Wedemark. Alle neun kommunalen Kitas sind an diesem Tag dicht, 150 Kinder haben mit Verdi vereinbarte Notplätze ergattert, rund 100 interessierten Eltern musste die Gemeinde absagen.

Direkt unter dem Fenster des Bürgermeisters, der allerdings in Urlaub ist, geht es zur Sache. Eine lautstarke Schar, ausgestattet mit Transparenten, Trillerpfeifen, Knarren und Plakaten, tritt auf dem Fritz-Sennheiser-Platz für ihre Forderung nach besserer Bezahlung ein. „Es geht nicht um einen neuen Tarifvertrag, sondern um den Ermessensspielraum der Gemeinde innerhalb des bestehenden“, sagt Verdi-Gewerkschaftssekretär Jürgen Hohmann.

Die Stadt Hannover sei Vorbild: Dort gruppiere man Erzieherinnen zwei Stufen höher ein als in der Wedemark, obwohl die Anforderungen in beiden Kommunen dieselben seien. Während die Wedemark zum Beispiel nur 2768 Euro brutto für eine Vollzeitstelle bezahle, bekomme eine hannoversche Kraft bei gleicher Aufgabenstellung und Erfahrung 2879 Euro.

Öffentlichkeit und Eltern würden von der Gemeinde getäuscht, behauptet Hohmann. Gellende Pfiffe zur Unterstützung hallen über den Platz, als er ruft: „Die Beschäftigten und Eltern fragen sich: Warum will die Gemeinde nicht mit uns ins Gespräch kommen?“ „Wertschätzung jetzt“ rufen die Streikenden, während die Gemeindevertreter sich auf ihre Entgegnung vorbereiten.

Und dann wird die Erste Gemeinderätin Konstanze Beckedorf scharf, wirft Hohmann ihrerseits Täuschung und Unwahrheiten vor, seziert Stück für Stück Termine und Absprachen mit Verdi.
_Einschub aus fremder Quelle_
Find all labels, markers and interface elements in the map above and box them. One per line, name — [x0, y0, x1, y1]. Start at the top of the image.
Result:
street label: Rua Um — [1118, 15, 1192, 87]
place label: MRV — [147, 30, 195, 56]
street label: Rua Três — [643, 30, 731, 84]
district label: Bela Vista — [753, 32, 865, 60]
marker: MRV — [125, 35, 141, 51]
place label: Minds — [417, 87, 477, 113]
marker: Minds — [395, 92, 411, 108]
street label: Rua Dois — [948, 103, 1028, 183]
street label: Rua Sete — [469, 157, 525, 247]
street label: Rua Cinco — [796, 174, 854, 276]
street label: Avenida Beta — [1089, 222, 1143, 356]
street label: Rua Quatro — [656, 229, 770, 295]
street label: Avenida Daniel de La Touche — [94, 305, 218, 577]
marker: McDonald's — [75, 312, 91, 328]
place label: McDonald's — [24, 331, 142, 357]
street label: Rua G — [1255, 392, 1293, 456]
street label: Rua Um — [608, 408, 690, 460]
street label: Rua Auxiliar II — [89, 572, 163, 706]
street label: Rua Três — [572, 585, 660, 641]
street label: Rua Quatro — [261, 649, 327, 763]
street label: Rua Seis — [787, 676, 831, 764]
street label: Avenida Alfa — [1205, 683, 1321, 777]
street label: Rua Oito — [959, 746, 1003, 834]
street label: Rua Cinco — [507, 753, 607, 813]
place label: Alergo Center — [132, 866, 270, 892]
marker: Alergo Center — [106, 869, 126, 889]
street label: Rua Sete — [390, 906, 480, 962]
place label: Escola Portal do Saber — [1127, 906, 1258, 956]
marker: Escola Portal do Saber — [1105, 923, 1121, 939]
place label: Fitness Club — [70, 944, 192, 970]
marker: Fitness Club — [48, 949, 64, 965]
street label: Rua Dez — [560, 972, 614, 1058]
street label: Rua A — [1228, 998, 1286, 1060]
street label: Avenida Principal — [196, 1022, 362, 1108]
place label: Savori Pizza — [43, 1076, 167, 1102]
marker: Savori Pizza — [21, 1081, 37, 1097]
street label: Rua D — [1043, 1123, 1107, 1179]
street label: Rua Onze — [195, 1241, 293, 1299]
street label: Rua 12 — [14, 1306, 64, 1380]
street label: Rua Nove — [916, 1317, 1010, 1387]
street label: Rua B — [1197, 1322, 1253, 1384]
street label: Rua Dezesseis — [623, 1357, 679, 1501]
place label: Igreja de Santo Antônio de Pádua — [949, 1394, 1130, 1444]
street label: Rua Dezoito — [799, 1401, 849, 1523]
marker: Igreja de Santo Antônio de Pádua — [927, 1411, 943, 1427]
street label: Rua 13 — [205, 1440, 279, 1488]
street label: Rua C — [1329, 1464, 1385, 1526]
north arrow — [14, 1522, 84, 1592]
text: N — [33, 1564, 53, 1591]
Ihre Botschaft: Einzelgespräche der Gemeinde mit Verdi würden die Tarifgemeinschaft der Kommunen verletzen, die dem Kommunalen Arbeitgeberverband (KAV) das Verhandlungsmandat übertragen haben. Sie könne nicht verstehen, dass Verdi auf diese Weise den Flächentarifvertrag aushöhle.

Als unfair kritisiert sie, dass Verdi so tue, als sei man mit Burgwedel und Isernhagen schon im Gespräch, nur die Wedemark sträube sich. „Keiner verhandelt mit Ihnen, und Langenhagen spricht nicht über Tarife mit Verdi, sondern über Notdienstvereinbarungen“, hält sie Hohmann entgegen. Und: „Wir werden auf die Einhaltung der Notdienstvereinbarung pochen, notfalls wieder mithilfe des Gerichts.“

Als der Vorhang nach rund 45 Minuten fällt, sind alle zufrieden, haben alle ihr Gesicht gewahrt. Weiter verhandelt wird nächste Woche - auf höherer Bühne.